Task:
Lines of the listing below that contain the string "linejoin" are to be returned.

Material for the task:
::::

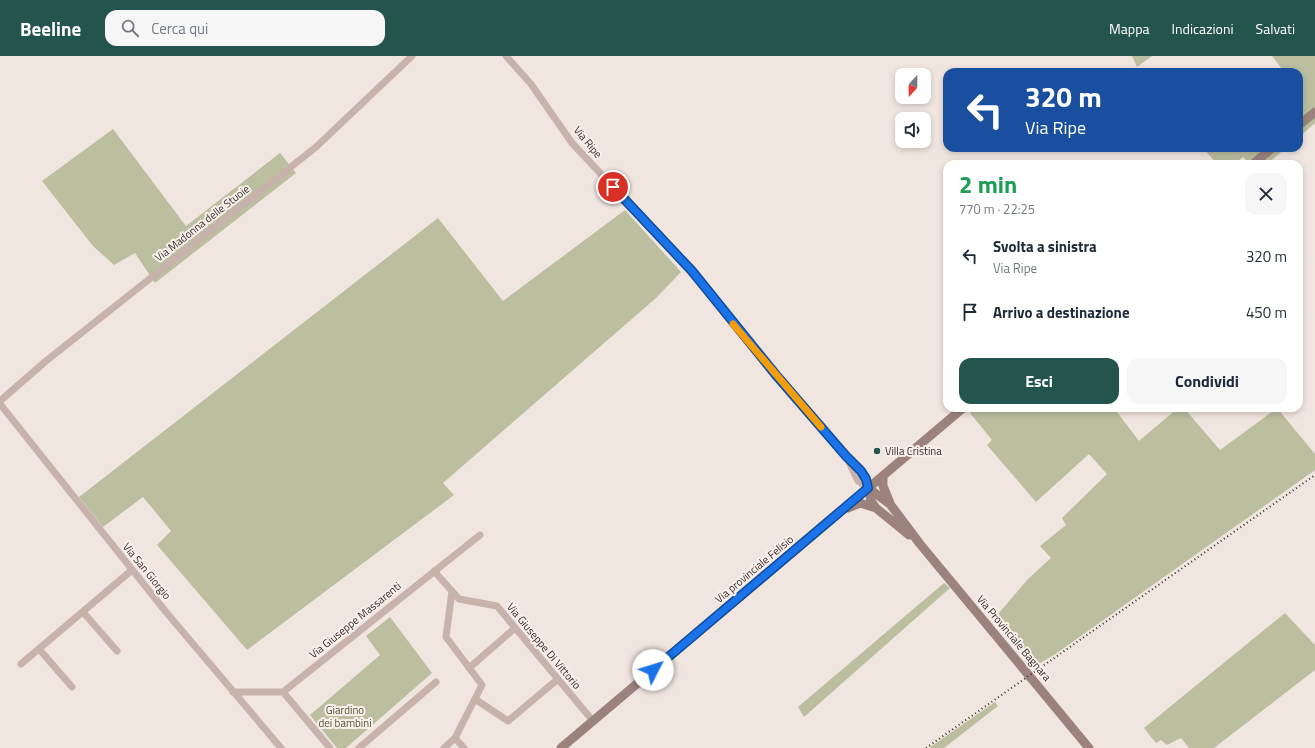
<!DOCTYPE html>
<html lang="it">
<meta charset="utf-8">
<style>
body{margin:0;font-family:"Titillium Web",sans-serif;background:#f6f6f7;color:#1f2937;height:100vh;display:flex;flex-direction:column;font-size:15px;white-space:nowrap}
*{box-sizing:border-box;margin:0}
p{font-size:13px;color:#747a83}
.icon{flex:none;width:22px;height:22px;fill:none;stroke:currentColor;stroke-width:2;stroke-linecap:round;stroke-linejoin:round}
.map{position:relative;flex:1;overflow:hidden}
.details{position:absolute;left:943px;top:104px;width:360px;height:252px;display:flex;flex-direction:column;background:#fff;border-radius:12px;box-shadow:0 2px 6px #0003}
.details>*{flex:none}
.top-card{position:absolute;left:943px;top:12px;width:360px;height:84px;border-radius:12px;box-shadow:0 2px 6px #0003;background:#1a4fa0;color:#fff;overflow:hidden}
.needle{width:26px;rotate:201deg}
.tools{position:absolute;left:895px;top:12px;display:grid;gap:8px}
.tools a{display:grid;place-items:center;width:36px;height:36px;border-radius:8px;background:#fff;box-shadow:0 2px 6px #0003;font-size:20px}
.pin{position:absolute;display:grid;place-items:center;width:34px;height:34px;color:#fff;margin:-17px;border:2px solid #fff;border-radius:50%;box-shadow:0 1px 4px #0007}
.me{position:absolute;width:44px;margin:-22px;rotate:50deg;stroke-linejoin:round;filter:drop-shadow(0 0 3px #0008)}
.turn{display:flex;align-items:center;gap:14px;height:84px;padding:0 16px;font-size:18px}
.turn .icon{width:52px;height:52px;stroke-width:2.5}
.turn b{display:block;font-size:28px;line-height:34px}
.round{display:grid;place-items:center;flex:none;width:42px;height:42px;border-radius:12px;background:#f6f6f7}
.headline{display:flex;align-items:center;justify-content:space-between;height:68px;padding:0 16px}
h1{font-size:24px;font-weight:700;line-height:30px;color:#1e9e55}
.primary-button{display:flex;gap:8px;margin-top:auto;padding:8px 16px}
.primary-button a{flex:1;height:46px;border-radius:12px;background:#23554e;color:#fff;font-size:16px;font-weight:700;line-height:46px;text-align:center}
.primary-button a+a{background:#f6f6f7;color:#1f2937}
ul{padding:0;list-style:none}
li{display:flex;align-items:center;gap:12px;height:56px;padding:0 16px}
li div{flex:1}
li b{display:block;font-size:15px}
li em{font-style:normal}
header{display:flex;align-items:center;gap:24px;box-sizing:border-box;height:56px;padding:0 20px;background:#23554e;color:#fff}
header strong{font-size:19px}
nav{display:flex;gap:22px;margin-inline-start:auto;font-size:14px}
.search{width:280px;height:36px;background:#f6f6f7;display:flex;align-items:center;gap:10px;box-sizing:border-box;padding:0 14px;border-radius:12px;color:#747a83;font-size:15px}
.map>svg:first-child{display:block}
.green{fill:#bbbfa0}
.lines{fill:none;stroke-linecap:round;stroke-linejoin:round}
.minor{stroke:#c8b3ac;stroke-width:7}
.secondary{stroke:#9c827d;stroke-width:9}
.rail{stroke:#372c2a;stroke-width:2;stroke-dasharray:1 3;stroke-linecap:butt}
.route-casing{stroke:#114b97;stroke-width:10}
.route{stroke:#1a73e8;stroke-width:7}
.slow{stroke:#f59e0b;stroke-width:7}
.poi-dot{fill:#23554e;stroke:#f9f0eb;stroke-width:1.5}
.labels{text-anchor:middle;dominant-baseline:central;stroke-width:4;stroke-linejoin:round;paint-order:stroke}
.street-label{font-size:11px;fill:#372c2a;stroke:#f9f0eb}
.poi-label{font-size:11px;fill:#372c2a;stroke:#f9f0eb;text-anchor:start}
.park-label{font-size:11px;fill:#4d5330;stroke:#f9f0eb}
</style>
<header>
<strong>Beeline</strong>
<div class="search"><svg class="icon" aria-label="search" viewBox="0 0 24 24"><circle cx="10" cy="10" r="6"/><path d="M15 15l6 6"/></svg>Cerca qui</div>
<nav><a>Mappa</a><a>Indicazioni</a><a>Salvati</a></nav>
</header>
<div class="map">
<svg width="1315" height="692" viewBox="0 0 1315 692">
<rect width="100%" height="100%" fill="#f1e5df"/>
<path class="green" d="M1132,0H1152L1137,11Z
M1272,0H1315V67L1299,81V16H1279L1282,13Z
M113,73L186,170L280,97L296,117L155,227L135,197L114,209L93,190L42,125Z
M1203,92H1286L1267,108H1250L1243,101L1234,108H1217Z
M625,154L681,216L656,242L443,427L454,439L247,594L157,489L171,475L143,441L103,471L79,441L438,162L503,245Z
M975,352H1114L1139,385L1178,352H1184L1220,394L1277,352L1315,398V414L1054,599L1033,611L993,564L1028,523L1051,502L1040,490L1066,469L1062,462L1107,418L1089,398L1036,446L987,389L992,384L970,357Z
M944,527L950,532L804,661L798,651Z
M1285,557L1315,589V614L1214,692H1189L1181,682L1167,689L1161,684L1156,687L1144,672Z
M390,561L432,617L346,692H337L310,659L380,599L366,580Z
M995,646L998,650L944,692H929Z"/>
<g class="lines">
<path class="minor" d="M506,0L531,28L572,87L692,215L776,319L846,400L861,415L866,423L868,432
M0,345L46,305L316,91L412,0
M0,348L166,556L281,692
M848,404L858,425L868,432
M434,515L459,543L497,550L593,665
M83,556L117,595
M39,593L72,631
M21,608L132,514
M469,612L515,572
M233,636H283L480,479
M283,636L330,692
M475,643L508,665L558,623
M455,682L464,692
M359,692L436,626
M444,692L455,682L482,629L446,581L452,535"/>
<path class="secondary" d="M1299,69L1315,56
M1253,108L1272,92
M883,420V430L890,447
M868,432L890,448L920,488L1089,692
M868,432L871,445L876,452L909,479
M848,452L860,447L876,452
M561,692L963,352"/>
<path class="rail" d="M926,692L1315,419"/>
</g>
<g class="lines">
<g class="route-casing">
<path id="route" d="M613,131L692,215L776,319L846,400L861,415L866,423L868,432L653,614"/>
</g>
<use href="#route" class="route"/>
<path class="slow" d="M733,268L821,371"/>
</g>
<circle class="poi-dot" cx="877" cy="395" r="4"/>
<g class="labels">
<g class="street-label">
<text transform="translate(588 86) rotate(50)">Via Ripe</text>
<text transform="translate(202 167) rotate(-38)">Via Madonna delle Stuoie</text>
<text transform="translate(754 513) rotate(-40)">Via provinciale Felisio</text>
<text transform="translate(147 515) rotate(51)">Via San Giorgio</text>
<text transform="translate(355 564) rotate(-39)">Via Giuseppe Massarenti</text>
<text transform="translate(1014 582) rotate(50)">Via Provinciale Bagnara</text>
<text transform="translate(544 590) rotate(50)">Via Giuseppe Di Vittorio</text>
</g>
<g class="poi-label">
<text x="885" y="395">Villa Cristina</text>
</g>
<g class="park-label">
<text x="345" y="654">Giardino<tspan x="345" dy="13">dei bambini</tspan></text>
</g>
</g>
</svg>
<div class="tools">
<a><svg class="needle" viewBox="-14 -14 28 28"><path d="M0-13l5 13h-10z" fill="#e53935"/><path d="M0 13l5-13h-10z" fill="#747a83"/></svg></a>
<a><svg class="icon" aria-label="sound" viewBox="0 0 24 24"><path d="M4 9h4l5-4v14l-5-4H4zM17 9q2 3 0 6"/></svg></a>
</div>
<div class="pin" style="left:613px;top:131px;background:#d93025"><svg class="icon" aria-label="arrive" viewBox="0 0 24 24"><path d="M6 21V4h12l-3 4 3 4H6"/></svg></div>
<svg class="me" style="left:653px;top:614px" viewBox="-20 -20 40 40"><circle r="19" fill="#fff"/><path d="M0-13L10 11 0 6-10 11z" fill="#1a73e8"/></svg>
<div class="top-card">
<div class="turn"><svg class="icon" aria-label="left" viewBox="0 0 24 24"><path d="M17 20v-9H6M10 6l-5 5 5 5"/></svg><div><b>320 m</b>Via Ripe</div></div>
</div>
<section class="details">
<div class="headline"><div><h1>2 min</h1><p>770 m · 22:25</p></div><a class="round"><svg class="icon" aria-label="close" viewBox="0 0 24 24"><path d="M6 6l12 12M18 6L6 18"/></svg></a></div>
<ul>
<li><svg class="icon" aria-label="left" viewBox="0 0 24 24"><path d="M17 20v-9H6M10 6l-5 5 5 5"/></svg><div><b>Svolta a sinistra</b><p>Via Ripe</p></div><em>320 m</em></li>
<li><svg class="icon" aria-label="arrive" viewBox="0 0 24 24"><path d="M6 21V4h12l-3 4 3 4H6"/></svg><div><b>Arrivo a destinazione</b></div><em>450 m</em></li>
</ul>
<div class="primary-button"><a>Esci</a><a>Condividi</a></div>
</section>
</div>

::::

Exercise result:
.icon{flex:none;width:22px;height:22px;fill:none;stroke:currentColor;stroke-width:2;stroke-linecap:round;stroke-linejoin:round}
.me{position:absolute;width:44px;margin:-22px;rotate:50deg;stroke-linejoin:round;filter:drop-shadow(0 0 3px #0008)}
.lines{fill:none;stroke-linecap:round;stroke-linejoin:round}
.labels{text-anchor:middle;dominant-baseline:central;stroke-width:4;stroke-linejoin:round;paint-order:stroke}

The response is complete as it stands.